- Born: Christchurch
- Education: University of Auckland, RMIT University
- Occupations: Architect, artist
- Awards: Helen Tippett Memorial Award
- Practice: TWIA Architects, Accent Architects

= Gina Jones =

New Zealand architect

Gina Jones is a New Zealand architect. She is the chair of the New Zealand Registered Architects Board and the co-founder of the National Association of Women in Construction.

== Biography ==
Jones was born in Christchurch. She attended Onslow College in Wellington. She completed two degrees at Victoria University of Wellington in the 1980s: a bachelor of architecture and a bachelor of building science and later studied heritage building at the University of Canberra.

Jones began her career at TWIA Architects, followed by a role as director at Ampersand Architects from 1984 to 1994. In 1995, she founded her own company, Accent Architects.

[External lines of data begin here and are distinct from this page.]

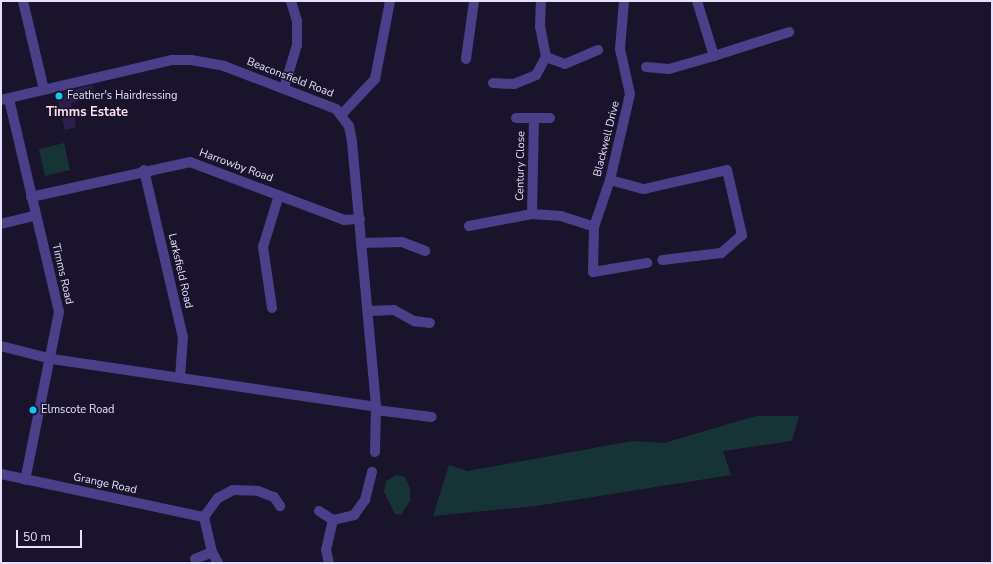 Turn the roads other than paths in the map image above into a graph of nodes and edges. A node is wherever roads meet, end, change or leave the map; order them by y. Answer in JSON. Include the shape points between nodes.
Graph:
{"nodes":[{"id":1,"x":23,"y":1,"type":"edge"},
{"id":2,"x":291,"y":1,"type":"edge"},
{"id":3,"x":390,"y":1,"type":"edge"},
{"id":4,"x":474,"y":1,"type":"edge"},
{"id":5,"x":541,"y":1,"type":"edge"},
{"id":6,"x":624,"y":1,"type":"edge"},
{"id":7,"x":697,"y":1,"type":"edge"},
{"id":8,"x":789,"y":32,"type":"dead end"},
{"id":9,"x":598,"y":50,"type":"dead end"},
{"id":10,"x":714,"y":56,"type":"junction"},
{"id":11,"x":546,"y":57,"type":"junction"},
{"id":12,"x":466,"y":59,"type":"dead end"},
{"id":13,"x":646,"y":67,"type":"dead end"},
{"id":14,"x":493,"y":83,"type":"dead end"},
{"id":15,"x":284,"y":88,"type":"junction"},
{"id":16,"x":44,"y":90,"type":"junction"},
{"id":17,"x":5,"y":100,"type":"edge"},
{"id":18,"x":341,"y":115,"type":"junction"},
{"id":19,"x":516,"y":118,"type":"dead end"},
{"id":20,"x":550,"y":118,"type":"dead end"},
{"id":21,"x":534,"y":119,"type":"junction"},
{"id":22,"x":144,"y":170,"type":"junction"},
{"id":23,"x":610,"y":180,"type":"junction"},
{"id":24,"x":279,"y":195,"type":"junction"},
{"id":25,"x":31,"y":197,"type":"junction"},
{"id":26,"x":532,"y":214,"type":"junction"},
{"id":27,"x":36,"y":215,"type":"junction"},
{"id":28,"x":360,"y":219,"type":"junction"},
{"id":29,"x":1,"y":224,"type":"edge"},
{"id":30,"x":469,"y":226,"type":"dead end"},
{"id":31,"x":594,"y":227,"type":"junction"},
{"id":32,"x":361,"y":243,"type":"junction"},
{"id":33,"x":425,"y":251,"type":"dead end"},
{"id":34,"x":662,"y":260,"type":"dead end"},
{"id":35,"x":647,"y":263,"type":"dead end"},
{"id":36,"x":272,"y":308,"type":"dead end"},
{"id":37,"x":368,"y":311,"type":"junction"},
{"id":38,"x":430,"y":323,"type":"dead end"},
{"id":39,"x":1,"y":346,"type":"edge"},
{"id":40,"x":52,"y":359,"type":"junction"},
{"id":41,"x":180,"y":378,"type":"junction"},
{"id":42,"x":376,"y":409,"type":"junction"},
{"id":43,"x":432,"y":416,"type":"dead end"},
{"id":44,"x":375,"y":452,"type":"dead end"},
{"id":45,"x":372,"y":472,"type":"dead end"},
{"id":46,"x":1,"y":474,"type":"edge"},
{"id":47,"x":25,"y":480,"type":"junction"},
{"id":48,"x":280,"y":506,"type":"dead end"},
{"id":49,"x":319,"y":511,"type":"dead end"},
{"id":50,"x":204,"y":517,"type":"junction"},
{"id":51,"x":333,"y":520,"type":"junction"},
{"id":52,"x":212,"y":552,"type":"junction"},
{"id":53,"x":195,"y":560,"type":"dead end"},
{"id":54,"x":218,"y":563,"type":"edge"},
{"id":55,"x":330,"y":563,"type":"edge"}],
"edges":[{"from":1,"to":16,"type":"street"},
{"from":2,"to":15,"type":"street","via":[[297,21],[297,45]]},
{"from":3,"to":18,"type":"street","via":[[375,79]]},
{"from":4,"to":12,"type":"street"},
{"from":5,"to":11,"type":"street","via":[[540,27]]},
{"from":6,"to":23,"type":"street","name":"Blackwell Drive","via":[[620,50],[630,94]]},
{"from":7,"to":10,"type":"street"},
{"from":8,"to":10,"type":"street"},
{"from":9,"to":11,"type":"street","via":[[565,64]]},
{"from":10,"to":13,"type":"street","via":[[669,69]]},
{"from":11,"to":14,"type":"street","via":[[536,75],[527,80]]},
{"from":15,"to":16,"type":"street","name":"Beaconsfield Road","via":[[224,66],[191,60],[172,60]]},
{"from":15,"to":18,"type":"street","name":"Beaconsfield Road","via":[[327,104]]},
{"from":16,"to":17,"type":"street","name":"Beaconsfield Road"},
{"from":17,"to":25,"type":"street","name":"Timms Road"},
{"from":18,"to":28,"type":"street","name":"Beaconsfield Road","via":[[351,132]]},
{"from":19,"to":21,"type":"street","name":"Century Close"},
{"from":20,"to":21,"type":"street","name":"Century Close"},
{"from":21,"to":26,"type":"street","name":"Century Close"},
{"from":22,"to":24,"type":"street","name":"Harrowby Road","via":[[190,162]]},
{"from":22,"to":25,"type":"street","name":"Harrowby Road"},
{"from":22,"to":41,"type":"street","name":"Larksfield Road","via":[[184,337]]},
{"from":23,"to":31,"type":"street","name":"Blackwell Drive"},
{"from":23,"to":34,"type":"street","via":[[644,188],[658,187],[727,170],[742,235],[721,253]]},
{"from":24,"to":28,"type":"street","name":"Harrowby Road","via":[[344,220]]},
{"from":24,"to":36,"type":"street","via":[[263,247]]},
{"from":25,"to":27,"type":"street","name":"Timms Road"},
{"from":26,"to":30,"type":"street"},
{"from":26,"to":31,"type":"street","via":[[561,216]]},
{"from":27,"to":29,"type":"street"},
{"from":27,"to":40,"type":"street","name":"Timms Road","via":[[59,312]]},
{"from":28,"to":32,"type":"street","name":"Beaconsfield Road"},
{"from":31,"to":35,"type":"street","name":"Blackwell Drive","via":[[593,272]]},
{"from":32,"to":33,"type":"street","via":[[402,242]]},
{"from":32,"to":37,"type":"street","name":"Beaconsfield Road"},
{"from":37,"to":38,"type":"street","via":[[394,310],[414,321]]},
{"from":37,"to":42,"type":"street","name":"Beaconsfield Road"},
{"from":39,"to":40,"type":"street"},
{"from":40,"to":41,"type":"street"},
{"from":40,"to":47,"type":"street","name":"Timms Road"},
{"from":41,"to":42,"type":"street"},
{"from":42,"to":43,"type":"street"},
{"from":42,"to":44,"type":"street","name":"Beaconsfield Road"},
{"from":45,"to":51,"type":"street","via":[[359,512]]},
{"from":46,"to":47,"type":"street","name":"Grange Road"},
{"from":47,"to":50,"type":"street","name":"Grange Road"},
{"from":48,"to":50,"type":"street","via":[[274,497],[258,491],[233,490],[218,498]]},
{"from":49,"to":51,"type":"street"},
{"from":50,"to":52,"type":"street"},
{"from":51,"to":55,"type":"street","via":[[326,550]]},
{"from":52,"to":53,"type":"street"},
{"from":52,"to":54,"type":"street"}]}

Jones is a fellow of the New Zealand Institute of Architects and has also taught professional practice for the postgraduate architecture programme at Victoria University of Wellington.

Jones has been national president of the New Zealand Institute of Building (1998–2001) and the National Association of Women in Construction (New Zealand) (2012–2013), and chair of the New Zealand Registered Architects Board. In 1996 she co-founded the New Zealand chapter of the American organisation, the National Association of Women in Construction.

=== Portfolio ===
Jones' work includes:

- Redevelopment of the former Rothmans tobacco warehouse site in Napier
- Campus redesign at Queen Margaret College in Thorndon, Wellington since 1984
- Site redevelopment at St John's Church, Willis Street, Wellington
- Redevelopment of Hyam's Building in Wakefield Street, Wellington
- Redevelopment of Wesley Church in Taranaki Street, Wellington
- Exterior refurbishment of Government House, Wellington

=== Awards and recognition ===
In 2006, Jones was the co-winner of the Helen Tippett Memorial Award for her contribution to the construction industry across the decade 1996 to 2006. In 2009, Jones received the New Zealand Institute of Building Medal; she was the second woman to receive the medal, after Helen Tippett.

In 2011, she was awarded a lifetime achievement award by the National Association of Women in Construction (New Zealand).

== Personal life ==
Jones has a home in Greytown, north of Wellington, and is a trustee of the Greytown Heritage Trust.

Jones is also an active artist; in 2005, she completed a master's degree in fine arts at RMIT University in Melbourne, Australia. She creates artworks using LED lights. She has been a finalist in the Wallace Art Awards three times, and has also been a finalist in the Waikato Contemporary Art Awards and the Norsewear Art Awards. In 2011, she received a merit award in the New Zealand Painting and Printmaking Awards.